“Usually, it’s good news when a case is dropped,” says Noah Ross, Counsel for McClarty. “In this case, if Ms. McClarty’s charges are dropped, she becomes one of many arrestees who will no longer have the opportunity to challenge the accusations of Charter violations by the RCMP.”
On Monday, the BC Prosecution Service may choose to withdraw her charge based on the Henderson decision. The decision found that the RCMP’s Community Industry Response Group’s (CIRG) unit failed to provide adequate notice during arrest. To date approximately 30 arrestees have had their charges withdrawn with another 150 expected by early June.
“I am so utterly discouraged and disappointed in the justice system,” says McClarty, who was undergoing chemo treatments when she was arrested. “How will the RCMP be held accountable for these violations if almost 200 charges are dropped? I can’t believe I’m feeling a need to go to jail in order to hold the RCMP accountable.”
McClarty was diagnosed with stage 4 cancer after the birth of her third child in 2018 and recently completed her 93rd chemo treatment cycle. She was arrested on June 9, 2021 for locking herself to a gate to prevent logging at Fairy Creek. RCMP used an angle grinder at her neck for 55 minutes to remove the lock. Sparks from the angle grinder burned through her arresting officer’s gloves and several layers of her clothing.
During her arrest, RCMP officers refused to wear medical masks although she had told them about her terminal cancer diagnosis and her compromised immune system.

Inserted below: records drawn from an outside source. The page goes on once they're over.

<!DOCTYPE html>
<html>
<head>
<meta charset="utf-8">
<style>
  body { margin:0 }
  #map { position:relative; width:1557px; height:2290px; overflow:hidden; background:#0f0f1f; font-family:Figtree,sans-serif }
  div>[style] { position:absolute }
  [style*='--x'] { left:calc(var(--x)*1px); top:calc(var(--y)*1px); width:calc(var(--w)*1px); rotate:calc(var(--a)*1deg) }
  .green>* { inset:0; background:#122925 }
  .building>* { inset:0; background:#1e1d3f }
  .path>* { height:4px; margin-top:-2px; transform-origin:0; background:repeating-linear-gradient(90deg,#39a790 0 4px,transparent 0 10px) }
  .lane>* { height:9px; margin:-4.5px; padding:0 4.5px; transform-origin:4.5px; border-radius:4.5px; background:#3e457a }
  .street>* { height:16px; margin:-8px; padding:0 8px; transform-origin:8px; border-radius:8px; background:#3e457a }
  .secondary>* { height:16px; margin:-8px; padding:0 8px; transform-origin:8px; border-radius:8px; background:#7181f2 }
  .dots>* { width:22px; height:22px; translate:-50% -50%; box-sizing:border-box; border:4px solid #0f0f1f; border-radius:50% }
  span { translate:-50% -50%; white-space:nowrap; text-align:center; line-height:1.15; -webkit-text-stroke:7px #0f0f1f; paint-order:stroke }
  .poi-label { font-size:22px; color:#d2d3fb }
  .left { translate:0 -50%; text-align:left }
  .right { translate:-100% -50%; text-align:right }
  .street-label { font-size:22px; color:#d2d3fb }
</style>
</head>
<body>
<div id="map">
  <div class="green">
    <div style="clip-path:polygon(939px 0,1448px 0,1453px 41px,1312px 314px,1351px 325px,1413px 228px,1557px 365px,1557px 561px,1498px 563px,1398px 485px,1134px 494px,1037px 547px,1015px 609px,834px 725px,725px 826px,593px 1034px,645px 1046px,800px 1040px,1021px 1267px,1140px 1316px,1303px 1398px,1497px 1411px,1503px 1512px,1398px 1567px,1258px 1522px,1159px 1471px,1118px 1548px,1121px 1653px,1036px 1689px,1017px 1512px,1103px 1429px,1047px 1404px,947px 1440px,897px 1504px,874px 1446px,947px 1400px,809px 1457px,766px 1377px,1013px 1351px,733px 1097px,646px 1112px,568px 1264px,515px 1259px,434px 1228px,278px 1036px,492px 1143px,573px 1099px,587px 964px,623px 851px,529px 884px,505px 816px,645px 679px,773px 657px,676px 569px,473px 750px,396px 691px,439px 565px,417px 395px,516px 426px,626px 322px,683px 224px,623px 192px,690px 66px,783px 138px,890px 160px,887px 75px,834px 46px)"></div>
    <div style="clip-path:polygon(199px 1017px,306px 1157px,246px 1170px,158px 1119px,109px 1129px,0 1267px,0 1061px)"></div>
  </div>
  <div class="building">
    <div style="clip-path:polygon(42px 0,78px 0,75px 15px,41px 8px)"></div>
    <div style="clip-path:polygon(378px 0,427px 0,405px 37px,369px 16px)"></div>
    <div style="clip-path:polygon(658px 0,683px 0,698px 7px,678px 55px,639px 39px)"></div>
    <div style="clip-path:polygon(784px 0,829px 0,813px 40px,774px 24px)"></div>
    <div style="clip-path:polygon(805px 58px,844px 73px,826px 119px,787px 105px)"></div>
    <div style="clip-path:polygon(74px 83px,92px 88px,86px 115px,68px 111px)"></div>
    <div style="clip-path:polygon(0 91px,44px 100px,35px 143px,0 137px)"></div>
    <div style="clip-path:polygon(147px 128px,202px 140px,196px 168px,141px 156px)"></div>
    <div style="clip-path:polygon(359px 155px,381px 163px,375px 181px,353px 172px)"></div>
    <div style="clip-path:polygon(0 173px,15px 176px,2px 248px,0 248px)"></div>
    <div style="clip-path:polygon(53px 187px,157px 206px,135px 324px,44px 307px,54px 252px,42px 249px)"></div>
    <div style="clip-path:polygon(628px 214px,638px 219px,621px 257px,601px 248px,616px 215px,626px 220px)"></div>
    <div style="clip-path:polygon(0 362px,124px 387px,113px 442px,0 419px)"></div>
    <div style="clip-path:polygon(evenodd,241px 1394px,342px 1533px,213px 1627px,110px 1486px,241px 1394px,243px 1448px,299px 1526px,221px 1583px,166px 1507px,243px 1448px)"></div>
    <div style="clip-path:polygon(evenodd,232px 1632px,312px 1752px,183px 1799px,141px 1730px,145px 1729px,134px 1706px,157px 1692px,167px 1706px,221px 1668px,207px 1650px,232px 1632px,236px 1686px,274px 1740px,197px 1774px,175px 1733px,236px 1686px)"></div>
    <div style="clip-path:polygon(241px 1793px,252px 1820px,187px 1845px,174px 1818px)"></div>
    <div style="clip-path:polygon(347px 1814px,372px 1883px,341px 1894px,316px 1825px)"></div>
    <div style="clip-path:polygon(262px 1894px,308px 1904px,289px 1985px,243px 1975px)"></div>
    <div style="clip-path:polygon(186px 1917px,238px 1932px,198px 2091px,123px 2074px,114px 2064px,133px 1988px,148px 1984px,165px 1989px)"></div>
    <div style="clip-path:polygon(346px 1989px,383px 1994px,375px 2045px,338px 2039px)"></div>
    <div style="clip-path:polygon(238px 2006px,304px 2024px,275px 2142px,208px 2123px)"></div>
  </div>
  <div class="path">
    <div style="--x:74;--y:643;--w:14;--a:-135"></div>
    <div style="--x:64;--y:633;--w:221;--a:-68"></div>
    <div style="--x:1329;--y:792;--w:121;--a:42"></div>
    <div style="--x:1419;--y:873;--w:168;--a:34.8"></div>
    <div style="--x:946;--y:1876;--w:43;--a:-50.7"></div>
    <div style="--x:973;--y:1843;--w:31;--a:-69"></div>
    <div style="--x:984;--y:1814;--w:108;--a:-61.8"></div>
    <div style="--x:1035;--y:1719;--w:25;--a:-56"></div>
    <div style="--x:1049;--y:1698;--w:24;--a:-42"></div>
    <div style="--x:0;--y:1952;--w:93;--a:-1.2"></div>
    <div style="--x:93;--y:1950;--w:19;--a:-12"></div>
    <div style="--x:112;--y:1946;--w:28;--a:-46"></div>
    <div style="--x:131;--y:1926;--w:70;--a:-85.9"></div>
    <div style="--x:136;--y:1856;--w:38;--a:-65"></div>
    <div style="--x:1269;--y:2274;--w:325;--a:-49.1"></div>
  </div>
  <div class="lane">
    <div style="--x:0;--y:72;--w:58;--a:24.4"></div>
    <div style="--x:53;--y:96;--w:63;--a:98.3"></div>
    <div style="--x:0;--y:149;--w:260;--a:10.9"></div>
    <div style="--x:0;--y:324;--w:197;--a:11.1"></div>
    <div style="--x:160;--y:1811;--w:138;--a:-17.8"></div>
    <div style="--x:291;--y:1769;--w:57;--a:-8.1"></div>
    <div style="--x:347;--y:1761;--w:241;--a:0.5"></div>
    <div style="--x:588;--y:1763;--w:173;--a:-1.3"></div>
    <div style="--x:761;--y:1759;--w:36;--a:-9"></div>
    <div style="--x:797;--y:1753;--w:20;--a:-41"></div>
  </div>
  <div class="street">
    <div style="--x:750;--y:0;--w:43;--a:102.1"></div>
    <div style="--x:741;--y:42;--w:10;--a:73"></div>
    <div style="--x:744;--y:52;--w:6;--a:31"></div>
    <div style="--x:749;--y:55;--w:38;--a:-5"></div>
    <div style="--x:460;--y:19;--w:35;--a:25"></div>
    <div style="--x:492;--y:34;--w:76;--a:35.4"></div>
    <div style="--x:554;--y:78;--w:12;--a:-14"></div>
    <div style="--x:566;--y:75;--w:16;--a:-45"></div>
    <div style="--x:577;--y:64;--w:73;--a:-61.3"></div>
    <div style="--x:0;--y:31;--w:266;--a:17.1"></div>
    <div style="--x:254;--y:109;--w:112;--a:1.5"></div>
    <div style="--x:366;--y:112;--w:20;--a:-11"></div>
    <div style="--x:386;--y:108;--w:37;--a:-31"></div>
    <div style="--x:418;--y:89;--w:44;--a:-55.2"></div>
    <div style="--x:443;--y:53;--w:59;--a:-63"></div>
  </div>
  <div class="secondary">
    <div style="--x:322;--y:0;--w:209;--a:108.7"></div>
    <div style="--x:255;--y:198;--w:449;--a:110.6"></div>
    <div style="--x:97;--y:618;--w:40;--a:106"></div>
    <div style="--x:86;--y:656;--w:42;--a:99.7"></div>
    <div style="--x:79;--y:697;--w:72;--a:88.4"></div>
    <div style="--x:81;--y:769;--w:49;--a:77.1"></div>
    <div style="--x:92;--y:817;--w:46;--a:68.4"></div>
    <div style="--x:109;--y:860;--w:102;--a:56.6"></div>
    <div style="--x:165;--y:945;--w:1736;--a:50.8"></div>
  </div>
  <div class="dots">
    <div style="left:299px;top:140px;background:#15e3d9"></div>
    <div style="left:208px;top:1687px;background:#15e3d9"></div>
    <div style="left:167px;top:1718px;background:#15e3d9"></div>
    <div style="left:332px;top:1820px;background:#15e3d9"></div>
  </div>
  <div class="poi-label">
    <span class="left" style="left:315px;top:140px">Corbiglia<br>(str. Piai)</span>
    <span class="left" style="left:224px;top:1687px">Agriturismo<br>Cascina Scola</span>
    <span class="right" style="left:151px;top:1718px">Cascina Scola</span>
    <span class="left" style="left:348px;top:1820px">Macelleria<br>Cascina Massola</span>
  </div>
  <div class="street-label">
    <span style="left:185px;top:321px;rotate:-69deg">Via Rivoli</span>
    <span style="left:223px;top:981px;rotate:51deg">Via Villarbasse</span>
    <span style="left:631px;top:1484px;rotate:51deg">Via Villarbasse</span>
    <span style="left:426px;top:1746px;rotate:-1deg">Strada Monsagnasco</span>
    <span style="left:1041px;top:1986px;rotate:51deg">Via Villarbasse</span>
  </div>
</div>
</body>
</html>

She was one of four people arrested that day with two senior women and an Indigenous arrestee already in the police van from another Fairy Creek area known as Eden Camp. McClarty was held unnecessarily for several hours following her arrest.
“I was in the back of a police van for six hours on a hot day in direct sun. I felt nauseous and weak and didn’t have food or water. The officers drove the back logging roads and dropped off the Indigenous person on the side of a back road with no phone, no food or water, no support, and said ‘Port Renfrew is that way’ and drove off. I had no idea how long that person would have walked but it must have been a long long way,” says McClarty, who is outraged by the RCMP actions particularly against Indigenous people at Fairy Creek.
Fairy Creek is a remote location where McClarty felt an obligation to help keep people safe. Her medical equipment business lent a $1,200 defibrillator to the First Aid tent that was subsequently seized by the RCMP without just cause. It was never returned.